Kaihua Hu
Masters of Science Capstone Project, June 2020
Ray tracing is an important rendering algorithm that naturally supports advanced effects such as realistic reflections, refraction, and shadows. It is capable of synthesizing images with striking realism that are comparable to photographs or videos captured in the real world. However, due to the intensive computation requirements and limitations of traditional hardware, ray-trace image generation has largely been limited to off-line batch processing. Recently, with the increasing performance of hardware, the latest GPUs (graphics processing units) are becoming capable of meeting the computational requirements of ray tracing in real-time.
In this project, we implemented a real-time ray-tracing system based on the Unity game engine platform. Our system delivers typical rendering features via a ray-tracing pipeline, where the features include camera manipulations, anti-aliasing, environmental mapping, and supports for customized mesh models, materials, light sources, Phong illumination, reflection, and shadow. Additionally, our system also provides a simple UI (user interfaces) for Unity users to configure the rendering process in real-time. For example, the user can define a skybox and increase the number of samples for anti-aliasing. They can even modify the material properties and generation of reflection rays, all in real-time, while the ray trace rendering system is running.

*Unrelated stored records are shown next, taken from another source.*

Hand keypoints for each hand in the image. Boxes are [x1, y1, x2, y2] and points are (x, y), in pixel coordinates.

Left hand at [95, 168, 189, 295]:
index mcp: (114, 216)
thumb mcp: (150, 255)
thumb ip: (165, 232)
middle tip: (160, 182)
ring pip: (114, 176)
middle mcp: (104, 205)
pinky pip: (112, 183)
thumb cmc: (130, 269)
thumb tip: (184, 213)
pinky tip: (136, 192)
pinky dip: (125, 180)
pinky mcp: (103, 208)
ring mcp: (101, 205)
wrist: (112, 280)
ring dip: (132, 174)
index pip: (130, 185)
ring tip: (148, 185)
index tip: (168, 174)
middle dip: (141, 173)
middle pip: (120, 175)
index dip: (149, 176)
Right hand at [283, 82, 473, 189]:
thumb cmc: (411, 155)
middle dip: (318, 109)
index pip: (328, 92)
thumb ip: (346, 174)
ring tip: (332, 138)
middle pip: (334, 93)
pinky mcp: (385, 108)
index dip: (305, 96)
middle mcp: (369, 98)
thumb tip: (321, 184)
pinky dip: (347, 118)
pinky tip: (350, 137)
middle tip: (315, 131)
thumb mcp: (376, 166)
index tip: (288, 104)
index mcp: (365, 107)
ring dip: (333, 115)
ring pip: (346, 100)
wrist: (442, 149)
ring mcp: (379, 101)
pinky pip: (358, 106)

We have carefully examined the performance of our real-time ray-tracing system and identified bottlenecks. Somewhat surprisingly, the performance results indicated that the communication between the CPU (central processing unit) and GPU was not a limiting factor. Instead, as expected in all ray-tracing systems, the number of ray intersection computations was the main issue. In our case, the vast proportion of frame time was spent by the GPU on computing intersections. This bottleneck was relieved with a BVH-tree (bounding volume hierarchy tree) spatial acceleration structure. With the acceleration structure, the bottleneck of the system switched to the BVH-tree construction computation in the CPU. We addressed this issue by applying a lazy updating strategy for the BVH-tree construction. With these optimizations, based on our benchmark scenes, the resulting system was able to achieve a speed-up of over 100-times, from rendering 144 triangles to 17,000 triangles in real-time.